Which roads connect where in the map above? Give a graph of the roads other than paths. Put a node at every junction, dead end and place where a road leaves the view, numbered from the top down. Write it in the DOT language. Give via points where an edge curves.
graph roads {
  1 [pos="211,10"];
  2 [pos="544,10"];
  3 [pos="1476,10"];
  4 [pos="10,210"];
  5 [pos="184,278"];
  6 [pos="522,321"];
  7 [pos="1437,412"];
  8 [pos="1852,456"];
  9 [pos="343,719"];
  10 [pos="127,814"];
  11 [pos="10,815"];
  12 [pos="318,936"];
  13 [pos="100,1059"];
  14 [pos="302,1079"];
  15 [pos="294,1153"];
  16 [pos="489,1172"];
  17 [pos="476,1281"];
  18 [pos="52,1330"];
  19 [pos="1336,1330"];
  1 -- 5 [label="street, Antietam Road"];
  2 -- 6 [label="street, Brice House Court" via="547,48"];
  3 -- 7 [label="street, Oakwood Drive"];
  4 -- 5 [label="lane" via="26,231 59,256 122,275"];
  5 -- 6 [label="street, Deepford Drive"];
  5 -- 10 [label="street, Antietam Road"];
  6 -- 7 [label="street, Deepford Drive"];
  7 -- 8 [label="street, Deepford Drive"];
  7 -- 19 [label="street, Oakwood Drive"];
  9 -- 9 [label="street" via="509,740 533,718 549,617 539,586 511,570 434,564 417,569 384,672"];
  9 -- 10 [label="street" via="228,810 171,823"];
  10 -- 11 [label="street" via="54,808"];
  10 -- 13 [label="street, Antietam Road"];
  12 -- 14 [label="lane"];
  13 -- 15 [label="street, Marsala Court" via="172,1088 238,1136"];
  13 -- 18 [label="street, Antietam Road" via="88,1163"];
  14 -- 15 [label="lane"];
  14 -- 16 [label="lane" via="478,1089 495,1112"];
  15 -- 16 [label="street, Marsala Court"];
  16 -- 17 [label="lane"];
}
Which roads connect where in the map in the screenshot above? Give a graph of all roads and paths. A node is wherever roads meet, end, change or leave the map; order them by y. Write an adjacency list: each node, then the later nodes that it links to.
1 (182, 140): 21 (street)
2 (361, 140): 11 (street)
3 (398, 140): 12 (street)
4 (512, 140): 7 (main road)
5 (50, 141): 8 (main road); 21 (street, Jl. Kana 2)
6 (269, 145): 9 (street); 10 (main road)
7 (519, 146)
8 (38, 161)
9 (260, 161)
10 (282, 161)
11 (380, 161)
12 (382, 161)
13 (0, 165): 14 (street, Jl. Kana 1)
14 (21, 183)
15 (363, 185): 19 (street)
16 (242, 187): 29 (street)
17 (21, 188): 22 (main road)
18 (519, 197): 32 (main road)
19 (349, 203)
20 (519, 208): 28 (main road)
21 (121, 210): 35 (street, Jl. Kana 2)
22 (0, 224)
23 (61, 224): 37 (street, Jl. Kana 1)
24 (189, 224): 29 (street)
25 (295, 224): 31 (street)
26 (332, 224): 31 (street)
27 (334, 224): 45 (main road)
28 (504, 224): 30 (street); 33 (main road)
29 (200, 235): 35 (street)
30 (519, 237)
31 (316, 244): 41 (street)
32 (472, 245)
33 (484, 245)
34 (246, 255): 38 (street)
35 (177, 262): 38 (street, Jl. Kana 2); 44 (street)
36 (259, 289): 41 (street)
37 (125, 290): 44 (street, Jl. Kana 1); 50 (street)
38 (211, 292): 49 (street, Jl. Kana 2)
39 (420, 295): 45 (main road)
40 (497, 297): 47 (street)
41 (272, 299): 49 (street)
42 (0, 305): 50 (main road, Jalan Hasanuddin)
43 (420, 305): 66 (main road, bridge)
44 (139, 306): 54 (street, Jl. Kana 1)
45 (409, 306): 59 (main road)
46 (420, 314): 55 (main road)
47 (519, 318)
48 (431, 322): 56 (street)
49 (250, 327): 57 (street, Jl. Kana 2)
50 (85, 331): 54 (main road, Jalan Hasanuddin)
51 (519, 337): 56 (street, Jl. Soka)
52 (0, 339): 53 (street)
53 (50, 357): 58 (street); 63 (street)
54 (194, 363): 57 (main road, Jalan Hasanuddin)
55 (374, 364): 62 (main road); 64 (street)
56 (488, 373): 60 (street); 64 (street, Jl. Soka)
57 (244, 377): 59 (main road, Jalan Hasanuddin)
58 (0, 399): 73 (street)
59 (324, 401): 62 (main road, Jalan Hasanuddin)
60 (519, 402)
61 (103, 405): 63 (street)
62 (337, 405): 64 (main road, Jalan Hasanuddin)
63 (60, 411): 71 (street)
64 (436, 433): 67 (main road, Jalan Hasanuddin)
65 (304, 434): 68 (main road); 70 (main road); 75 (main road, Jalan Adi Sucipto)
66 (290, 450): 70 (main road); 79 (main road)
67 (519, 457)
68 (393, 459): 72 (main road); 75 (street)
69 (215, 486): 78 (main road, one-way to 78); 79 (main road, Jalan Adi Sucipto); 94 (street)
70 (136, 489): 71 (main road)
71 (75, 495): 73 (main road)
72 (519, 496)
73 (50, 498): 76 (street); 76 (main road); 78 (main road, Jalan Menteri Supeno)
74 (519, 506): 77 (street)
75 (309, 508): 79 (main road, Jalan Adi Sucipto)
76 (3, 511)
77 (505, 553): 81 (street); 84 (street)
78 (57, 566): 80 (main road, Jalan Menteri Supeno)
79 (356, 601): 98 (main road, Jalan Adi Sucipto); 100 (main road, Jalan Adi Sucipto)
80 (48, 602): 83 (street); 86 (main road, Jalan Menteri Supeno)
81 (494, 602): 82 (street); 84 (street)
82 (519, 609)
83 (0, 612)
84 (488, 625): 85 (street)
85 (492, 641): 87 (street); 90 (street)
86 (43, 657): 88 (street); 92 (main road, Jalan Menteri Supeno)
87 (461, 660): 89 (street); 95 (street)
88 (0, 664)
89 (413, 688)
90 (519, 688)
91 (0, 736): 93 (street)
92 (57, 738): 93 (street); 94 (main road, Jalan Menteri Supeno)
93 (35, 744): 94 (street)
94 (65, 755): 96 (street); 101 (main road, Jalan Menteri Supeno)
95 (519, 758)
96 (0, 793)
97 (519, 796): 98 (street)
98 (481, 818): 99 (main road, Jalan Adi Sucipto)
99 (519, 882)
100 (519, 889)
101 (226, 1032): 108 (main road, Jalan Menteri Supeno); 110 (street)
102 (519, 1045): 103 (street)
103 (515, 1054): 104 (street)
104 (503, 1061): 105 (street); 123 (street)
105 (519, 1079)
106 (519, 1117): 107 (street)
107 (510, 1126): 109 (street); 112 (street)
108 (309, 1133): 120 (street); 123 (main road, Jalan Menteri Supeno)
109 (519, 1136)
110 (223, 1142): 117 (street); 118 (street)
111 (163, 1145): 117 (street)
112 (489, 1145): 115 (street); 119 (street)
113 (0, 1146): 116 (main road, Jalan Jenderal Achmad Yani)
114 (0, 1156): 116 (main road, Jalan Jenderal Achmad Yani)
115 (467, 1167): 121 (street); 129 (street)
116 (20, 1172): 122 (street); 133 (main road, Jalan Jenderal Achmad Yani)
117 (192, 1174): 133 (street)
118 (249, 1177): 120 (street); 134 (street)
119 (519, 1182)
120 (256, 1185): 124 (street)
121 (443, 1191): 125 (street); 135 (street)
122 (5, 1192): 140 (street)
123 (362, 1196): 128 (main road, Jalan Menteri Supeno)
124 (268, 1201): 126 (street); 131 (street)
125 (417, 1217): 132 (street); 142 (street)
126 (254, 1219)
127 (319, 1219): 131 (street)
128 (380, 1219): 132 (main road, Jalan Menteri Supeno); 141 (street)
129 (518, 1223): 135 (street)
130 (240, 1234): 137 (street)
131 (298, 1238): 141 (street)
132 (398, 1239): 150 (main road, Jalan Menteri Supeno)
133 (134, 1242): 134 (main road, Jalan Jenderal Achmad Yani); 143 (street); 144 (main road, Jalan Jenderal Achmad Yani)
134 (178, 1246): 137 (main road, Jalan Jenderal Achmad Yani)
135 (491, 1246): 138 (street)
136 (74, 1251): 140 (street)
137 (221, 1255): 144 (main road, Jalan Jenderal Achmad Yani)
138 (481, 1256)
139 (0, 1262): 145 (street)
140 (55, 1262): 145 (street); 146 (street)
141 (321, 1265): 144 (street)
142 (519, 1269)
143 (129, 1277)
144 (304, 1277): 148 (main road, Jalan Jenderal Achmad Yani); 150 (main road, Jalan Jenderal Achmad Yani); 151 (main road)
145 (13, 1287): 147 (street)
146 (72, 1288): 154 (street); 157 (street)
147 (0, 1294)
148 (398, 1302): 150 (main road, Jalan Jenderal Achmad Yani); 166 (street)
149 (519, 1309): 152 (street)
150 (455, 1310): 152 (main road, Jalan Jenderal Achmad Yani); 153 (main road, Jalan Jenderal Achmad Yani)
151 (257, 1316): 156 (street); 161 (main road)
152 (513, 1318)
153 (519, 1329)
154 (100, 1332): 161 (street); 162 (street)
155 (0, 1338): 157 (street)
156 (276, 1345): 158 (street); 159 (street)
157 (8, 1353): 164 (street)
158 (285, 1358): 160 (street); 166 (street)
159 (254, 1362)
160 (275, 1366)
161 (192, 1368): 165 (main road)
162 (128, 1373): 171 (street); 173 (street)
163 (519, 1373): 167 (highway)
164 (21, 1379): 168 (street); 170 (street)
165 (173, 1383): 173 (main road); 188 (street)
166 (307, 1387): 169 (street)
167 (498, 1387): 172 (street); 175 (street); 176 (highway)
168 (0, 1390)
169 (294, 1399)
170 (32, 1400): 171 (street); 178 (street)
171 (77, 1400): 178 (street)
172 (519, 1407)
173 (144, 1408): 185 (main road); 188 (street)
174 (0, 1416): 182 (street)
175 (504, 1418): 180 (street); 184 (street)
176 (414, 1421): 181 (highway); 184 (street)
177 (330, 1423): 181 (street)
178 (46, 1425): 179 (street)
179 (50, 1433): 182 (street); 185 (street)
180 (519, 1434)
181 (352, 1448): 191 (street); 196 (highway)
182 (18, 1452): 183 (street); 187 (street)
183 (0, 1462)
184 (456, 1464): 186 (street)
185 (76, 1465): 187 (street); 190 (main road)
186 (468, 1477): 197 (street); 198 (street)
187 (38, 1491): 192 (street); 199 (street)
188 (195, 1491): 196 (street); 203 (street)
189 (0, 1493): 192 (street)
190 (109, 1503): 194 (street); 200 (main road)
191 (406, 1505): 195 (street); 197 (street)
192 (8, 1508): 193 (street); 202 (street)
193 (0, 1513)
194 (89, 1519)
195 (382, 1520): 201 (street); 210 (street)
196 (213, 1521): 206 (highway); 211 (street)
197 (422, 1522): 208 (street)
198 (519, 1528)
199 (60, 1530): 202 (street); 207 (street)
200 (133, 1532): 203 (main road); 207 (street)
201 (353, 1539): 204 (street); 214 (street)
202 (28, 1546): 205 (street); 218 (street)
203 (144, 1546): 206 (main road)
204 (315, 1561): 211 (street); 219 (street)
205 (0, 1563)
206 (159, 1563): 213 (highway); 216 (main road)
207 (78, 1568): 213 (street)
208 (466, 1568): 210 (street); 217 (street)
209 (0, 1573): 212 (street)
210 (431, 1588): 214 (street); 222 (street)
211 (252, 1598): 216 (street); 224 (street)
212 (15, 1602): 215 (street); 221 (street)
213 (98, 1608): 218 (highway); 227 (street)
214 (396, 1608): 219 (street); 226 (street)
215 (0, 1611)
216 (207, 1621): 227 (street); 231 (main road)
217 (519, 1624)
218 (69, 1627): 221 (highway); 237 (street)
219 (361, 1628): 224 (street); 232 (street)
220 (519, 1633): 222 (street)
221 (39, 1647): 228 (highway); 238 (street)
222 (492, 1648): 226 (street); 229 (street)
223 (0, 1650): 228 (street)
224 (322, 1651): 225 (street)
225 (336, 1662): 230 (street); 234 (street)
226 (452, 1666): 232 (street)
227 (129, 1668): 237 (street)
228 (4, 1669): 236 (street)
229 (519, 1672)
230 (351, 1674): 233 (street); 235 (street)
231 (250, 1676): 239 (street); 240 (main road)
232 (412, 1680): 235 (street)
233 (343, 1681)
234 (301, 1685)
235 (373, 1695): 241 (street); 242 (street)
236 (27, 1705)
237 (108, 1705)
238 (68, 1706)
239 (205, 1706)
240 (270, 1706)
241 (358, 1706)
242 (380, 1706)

- [Exercise instructions]: Your response should be made up of the lines in the data that contain the word "Antietam".

- [Response to the exercise]:
  1 -- 5 [label="street, Antietam Road"];
  5 -- 10 [label="street, Antietam Road"];
  10 -- 13 [label="street, Antietam Road"];
  13 -- 18 [label="street, Antietam Road" via="88,1163"];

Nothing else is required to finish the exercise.